キム・ヨングァンが演じるサイコパス・ユノの悲劇

 ソムとギウンを翻弄する男性、ユノ。背が高くイケメン、一見するとジェントルな雰囲気を漂わせている建築デザイナーだ。スポーツジムで耳にしたマッチングアプリ「サムバディ」に登録すると、そのルックスから多くの女性からアプローチをされる。

 その中から選んだ女性とホテルで会いベッドインするのだが、異常な性癖のある相手の女性から「首を絞めて」と請われ、言われるがまま首を絞めたことにより女性を殺してしまう。ここからユノの暴走が始まった。

 ユノを演じるキム・ヨングァンのサイコパスぶりが恐ろしい。いわゆる“キレる”沸点が低すぎるのだ。出会った女性のちょっとした言動が気に入らないと勢いで殺害する。中でも笑いながら女性の首を絞め、バスタブに沈めていくシーンは、夢に出てくるのではないかと思うぐらい強烈だ。

 なぜユノがサイコパスになってしまったのか。背中に大きな傷跡があること、回想シーンで母親と思しき人物が出てきたことから、母親との間に何かあったのか……と想像するのだが、結論は導かれなかった。

 そんなユノが、「サムバディ」を通じて知り合ったソムとギウン。
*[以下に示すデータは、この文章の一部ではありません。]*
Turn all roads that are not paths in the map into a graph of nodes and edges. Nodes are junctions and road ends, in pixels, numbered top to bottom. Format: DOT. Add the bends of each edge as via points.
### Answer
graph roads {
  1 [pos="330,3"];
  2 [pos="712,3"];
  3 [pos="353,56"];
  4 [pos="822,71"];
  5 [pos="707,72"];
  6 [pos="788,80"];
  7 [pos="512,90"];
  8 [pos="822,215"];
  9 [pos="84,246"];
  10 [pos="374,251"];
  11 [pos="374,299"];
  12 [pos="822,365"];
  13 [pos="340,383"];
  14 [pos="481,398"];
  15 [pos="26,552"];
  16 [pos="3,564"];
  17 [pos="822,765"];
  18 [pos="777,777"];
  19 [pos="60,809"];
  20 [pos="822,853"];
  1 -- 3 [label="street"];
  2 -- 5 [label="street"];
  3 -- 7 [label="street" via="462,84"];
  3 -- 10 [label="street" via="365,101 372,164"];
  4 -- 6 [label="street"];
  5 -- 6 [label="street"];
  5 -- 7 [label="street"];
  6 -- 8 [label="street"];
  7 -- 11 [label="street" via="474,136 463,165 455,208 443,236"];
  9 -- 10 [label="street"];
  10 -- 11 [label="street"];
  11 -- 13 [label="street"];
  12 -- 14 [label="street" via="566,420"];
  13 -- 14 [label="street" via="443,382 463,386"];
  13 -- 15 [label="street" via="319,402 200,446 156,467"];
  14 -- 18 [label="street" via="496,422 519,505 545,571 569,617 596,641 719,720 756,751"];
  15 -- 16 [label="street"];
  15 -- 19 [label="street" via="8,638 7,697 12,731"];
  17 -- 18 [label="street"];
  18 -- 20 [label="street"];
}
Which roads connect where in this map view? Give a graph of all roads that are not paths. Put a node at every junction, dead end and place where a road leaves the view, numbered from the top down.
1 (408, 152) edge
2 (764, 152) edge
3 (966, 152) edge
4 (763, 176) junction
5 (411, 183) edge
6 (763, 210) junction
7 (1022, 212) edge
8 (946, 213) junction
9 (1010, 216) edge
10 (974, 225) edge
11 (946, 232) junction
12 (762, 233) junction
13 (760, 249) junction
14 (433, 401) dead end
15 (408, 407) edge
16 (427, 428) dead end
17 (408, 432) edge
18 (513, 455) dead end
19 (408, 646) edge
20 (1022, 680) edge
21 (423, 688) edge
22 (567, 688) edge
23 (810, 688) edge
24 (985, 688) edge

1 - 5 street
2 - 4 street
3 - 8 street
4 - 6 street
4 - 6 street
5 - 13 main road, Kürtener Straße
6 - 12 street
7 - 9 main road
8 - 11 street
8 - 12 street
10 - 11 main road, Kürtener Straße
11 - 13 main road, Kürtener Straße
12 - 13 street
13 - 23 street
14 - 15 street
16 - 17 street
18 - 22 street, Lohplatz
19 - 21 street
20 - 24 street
2人の女性と男女の関係になったために奇妙な三角関係が生まれるのだが、ユノがシンパシーを感じたのはソムで、逆にギウンに対しては苛立ちを覚え、殺しはしなかったもののひどい目に合わせる。

 やりたい放題のユノだったが、ソムに対して愛情を感じ始めたことによって、少しだけ人間味のあるところが垣間見えたような気がした。ソム自身も「ユノを逃したら二度と私を理解してくれる人は現れない」と思っていたため、2人で力を合わせるのかと思いきや、最終的にソムはカミソリでユノを殺してしまうのだ。

 その衝撃的なシーンは強烈で、心臓がバクバクしてしまう人も多いだろう。「ユノを許さない。なんとしてでも捕まえる」と言うギウンからユノを守ろうとしていたソムが、突然どうしてそのような行動を取ったのか、見る人によって解釈は違うだろう。

 殺してしまうことで、殺人を繰り返すユノを苦しみから解放したのか、それとも単にサイコパスなユノに嫌気がさしたのか……。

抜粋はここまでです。